Legitimate Criticisms (Also Valid)

However, the concern is not baseless:

  1. Chilling Effect: Even unsuccessful ISDS cases impose substantial costs. Governments may hesitate to implement environmental or labor policies if expensive legal challenges are likely [5]. Australia's AUD $24 million cost in Philip Morris case, despite winning, illustrates this.

  2. Democratic Deficit: Negotiating major agreements in secret violates principles of public input and transparency. Australian parliamentary oversight was minimal [2].

  3. Secrecy Contradiction: The Coalition claimed democratic values while negotiating in conditions MPs found unacceptable (4-year non-disclosure agreements [2]).

  4. ISDS Expansion: TPP ISDS was indeed broader than previous agreements [8], representing an escalation of corporate protections.

Comparative Analysis with Labor

On secrecy: Labor also conducted TPP negotiations confidentially while in government. The claim does not single out Coalition-specific behavior [9].

On ISDS: Labor explicitly opposed ISDS in opposition but had not rejected it while negotiating TPP. The Coalition's actual signature of CPTPP with ISDS was more controversial than Labor's negotiation-without-signature approach [10], [11].

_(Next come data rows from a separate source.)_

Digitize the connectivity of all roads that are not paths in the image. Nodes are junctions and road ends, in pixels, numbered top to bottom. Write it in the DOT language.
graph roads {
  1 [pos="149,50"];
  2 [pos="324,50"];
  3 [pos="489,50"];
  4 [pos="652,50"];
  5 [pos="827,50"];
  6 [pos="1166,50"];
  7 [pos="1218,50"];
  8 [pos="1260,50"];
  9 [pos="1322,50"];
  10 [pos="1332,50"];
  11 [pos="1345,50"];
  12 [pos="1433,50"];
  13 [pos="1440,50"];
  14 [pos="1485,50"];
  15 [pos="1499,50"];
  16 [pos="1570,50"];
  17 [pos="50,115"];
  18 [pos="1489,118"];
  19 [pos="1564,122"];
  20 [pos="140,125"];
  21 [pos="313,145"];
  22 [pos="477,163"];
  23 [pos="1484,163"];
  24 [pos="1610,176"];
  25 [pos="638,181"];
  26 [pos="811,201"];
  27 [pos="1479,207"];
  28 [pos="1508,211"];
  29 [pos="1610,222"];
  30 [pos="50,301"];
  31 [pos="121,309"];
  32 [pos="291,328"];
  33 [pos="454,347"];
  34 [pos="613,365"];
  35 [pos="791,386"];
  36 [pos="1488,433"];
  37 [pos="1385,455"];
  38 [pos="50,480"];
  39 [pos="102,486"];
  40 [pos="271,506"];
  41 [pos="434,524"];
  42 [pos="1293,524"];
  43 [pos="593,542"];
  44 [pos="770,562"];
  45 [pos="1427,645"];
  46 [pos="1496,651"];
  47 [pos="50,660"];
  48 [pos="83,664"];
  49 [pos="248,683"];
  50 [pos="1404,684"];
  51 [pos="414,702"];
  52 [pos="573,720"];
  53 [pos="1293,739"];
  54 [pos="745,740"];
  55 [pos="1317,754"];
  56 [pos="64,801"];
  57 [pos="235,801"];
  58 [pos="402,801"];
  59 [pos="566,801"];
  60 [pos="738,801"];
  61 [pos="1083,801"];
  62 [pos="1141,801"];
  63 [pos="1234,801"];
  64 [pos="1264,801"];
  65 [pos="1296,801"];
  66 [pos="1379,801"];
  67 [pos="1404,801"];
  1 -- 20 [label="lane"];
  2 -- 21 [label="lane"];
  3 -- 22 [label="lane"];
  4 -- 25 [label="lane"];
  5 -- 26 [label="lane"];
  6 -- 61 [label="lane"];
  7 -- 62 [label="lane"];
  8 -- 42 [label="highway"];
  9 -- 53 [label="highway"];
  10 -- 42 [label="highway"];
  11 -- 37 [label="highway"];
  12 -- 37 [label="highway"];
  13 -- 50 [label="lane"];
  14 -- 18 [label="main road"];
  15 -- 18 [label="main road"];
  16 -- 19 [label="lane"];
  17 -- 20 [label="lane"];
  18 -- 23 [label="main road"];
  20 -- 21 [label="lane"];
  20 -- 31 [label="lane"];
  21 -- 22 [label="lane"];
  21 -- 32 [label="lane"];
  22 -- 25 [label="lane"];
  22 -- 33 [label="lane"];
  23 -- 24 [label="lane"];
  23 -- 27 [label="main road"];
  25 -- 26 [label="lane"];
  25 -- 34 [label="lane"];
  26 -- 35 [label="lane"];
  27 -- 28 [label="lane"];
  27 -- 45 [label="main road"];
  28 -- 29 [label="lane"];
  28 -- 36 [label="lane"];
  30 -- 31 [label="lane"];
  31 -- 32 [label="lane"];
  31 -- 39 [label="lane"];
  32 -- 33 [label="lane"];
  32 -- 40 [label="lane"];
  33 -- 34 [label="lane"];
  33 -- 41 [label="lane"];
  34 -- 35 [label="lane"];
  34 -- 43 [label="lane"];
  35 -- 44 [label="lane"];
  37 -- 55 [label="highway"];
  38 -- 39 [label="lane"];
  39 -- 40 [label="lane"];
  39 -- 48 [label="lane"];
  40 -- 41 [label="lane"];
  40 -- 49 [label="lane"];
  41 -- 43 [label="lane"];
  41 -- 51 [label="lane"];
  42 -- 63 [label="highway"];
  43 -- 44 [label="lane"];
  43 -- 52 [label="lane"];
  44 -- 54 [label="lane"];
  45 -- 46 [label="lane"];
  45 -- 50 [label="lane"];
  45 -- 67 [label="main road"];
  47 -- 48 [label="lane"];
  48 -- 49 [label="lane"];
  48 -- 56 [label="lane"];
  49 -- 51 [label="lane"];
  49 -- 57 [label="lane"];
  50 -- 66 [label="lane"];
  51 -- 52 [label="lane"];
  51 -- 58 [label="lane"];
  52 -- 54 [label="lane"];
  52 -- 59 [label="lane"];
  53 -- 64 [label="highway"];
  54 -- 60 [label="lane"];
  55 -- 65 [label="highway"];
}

On broader trade policy: Both major parties support Australia's integration into regional trade agreements. Disagreement centers on ISDS provisions specifically, not on trade participation generally.

PARTIALLY TRUE

7.0

out of 10

The core factual claims are accurate: (1) TPP negotiations were genuinely secret, (2) ISDS provisions would allow corporations to sue governments, and (3) environmental/labor laws have been challenged under similar provisions. The claim about corporate rights is metaphorically accurate though legally exaggerated.

However, the verdict requires "partially true" rather than "true" for several reasons:

  1. Framing Exaggeration: "Threatens the very foundations of our democracy" is advocacy language, not measured assessment. While TPP secrecy violated democratic principles, the actual mechanism (ISDS) is a standard feature of modern trade agreements with real but manageable risks.

  2. Labor Context Omitted: The claim implies Coalition uniqueness, but Labor initiated TPP negotiations and participated actively. Labor's shift to opposition was political, not principled objection based on previously unknown information.

  3. Incomplete Risk Assessment: The claim emphasizes worst-case corporate power while omitting that most ISDS cases fail, Australia has strong defenses, and trade negotiations involve legitimate economic trade-offs that benefit Australian exporters.

  4. Missing Trade Benefits: Market access benefits that justified ISDS inclusion are not discussed, creating one-sided analysis.

The claim is substantially factually correct but rhetorically overheated and contextually incomplete.

Rating Scale Methodology

1-3: FALSE

Factually incorrect or malicious fabrication.

4-6: PARTIAL

Some truth but context is missing or skewed.

7-9: MOSTLY TRUE

Minor technicalities or phrasing issues.

10: ACCURATE

Perfectly verified and contextually fair.

Methodology: Ratings are determined through cross-referencing official government records, independent fact-checking organizations, and primary source documents.